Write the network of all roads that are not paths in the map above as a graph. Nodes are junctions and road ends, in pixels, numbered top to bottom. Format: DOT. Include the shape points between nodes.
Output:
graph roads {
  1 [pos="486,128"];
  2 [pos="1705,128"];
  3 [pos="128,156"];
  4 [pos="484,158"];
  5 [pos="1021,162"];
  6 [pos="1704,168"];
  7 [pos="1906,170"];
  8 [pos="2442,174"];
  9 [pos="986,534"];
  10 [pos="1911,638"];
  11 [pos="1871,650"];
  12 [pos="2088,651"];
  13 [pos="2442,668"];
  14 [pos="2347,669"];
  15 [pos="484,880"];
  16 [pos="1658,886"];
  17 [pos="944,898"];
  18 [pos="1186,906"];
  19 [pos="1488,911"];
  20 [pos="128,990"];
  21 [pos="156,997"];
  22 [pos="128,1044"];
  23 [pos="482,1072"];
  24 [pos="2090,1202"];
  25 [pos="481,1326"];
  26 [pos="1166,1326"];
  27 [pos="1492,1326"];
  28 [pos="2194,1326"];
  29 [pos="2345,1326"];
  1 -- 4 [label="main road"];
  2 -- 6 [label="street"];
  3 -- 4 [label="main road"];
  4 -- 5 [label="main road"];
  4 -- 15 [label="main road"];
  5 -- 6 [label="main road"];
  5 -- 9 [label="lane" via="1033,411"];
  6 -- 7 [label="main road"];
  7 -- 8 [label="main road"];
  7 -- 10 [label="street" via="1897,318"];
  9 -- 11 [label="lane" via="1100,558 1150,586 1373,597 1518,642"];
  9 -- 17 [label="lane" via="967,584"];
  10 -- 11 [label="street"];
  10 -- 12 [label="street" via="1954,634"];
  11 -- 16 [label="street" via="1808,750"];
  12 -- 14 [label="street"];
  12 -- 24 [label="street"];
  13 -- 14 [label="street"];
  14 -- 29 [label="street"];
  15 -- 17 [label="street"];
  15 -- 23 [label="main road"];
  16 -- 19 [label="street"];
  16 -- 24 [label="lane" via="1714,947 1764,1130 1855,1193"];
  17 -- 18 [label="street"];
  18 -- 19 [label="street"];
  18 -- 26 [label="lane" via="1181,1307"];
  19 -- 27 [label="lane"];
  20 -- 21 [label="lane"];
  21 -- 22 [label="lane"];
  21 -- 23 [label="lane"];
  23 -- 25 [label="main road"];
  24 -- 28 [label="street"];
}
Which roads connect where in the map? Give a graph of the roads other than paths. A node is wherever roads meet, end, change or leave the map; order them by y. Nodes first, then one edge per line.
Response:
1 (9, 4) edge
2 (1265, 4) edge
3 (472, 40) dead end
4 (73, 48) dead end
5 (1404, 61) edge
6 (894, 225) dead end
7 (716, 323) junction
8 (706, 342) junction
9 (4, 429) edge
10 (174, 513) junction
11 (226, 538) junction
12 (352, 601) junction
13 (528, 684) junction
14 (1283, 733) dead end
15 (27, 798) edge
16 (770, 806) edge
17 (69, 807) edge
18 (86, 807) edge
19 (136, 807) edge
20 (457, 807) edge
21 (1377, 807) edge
-*-*-
■ **TASK DIRECTIONS**
Copy out every line in the listing where the word "Nodes" appears.

■ **COMPLETED EXERCISE**
Write the network of all roads that are not paths in the map above as a graph. Nodes are junctions and road ends, in pixels, numbered top to bottom. Format: DOT. Include the shape points between nodes.
Which roads connect where in the map? Give a graph of the roads other than paths. A node is wherever roads meet, end, change or leave the map; order them by y. Nodes first, then one edge per line.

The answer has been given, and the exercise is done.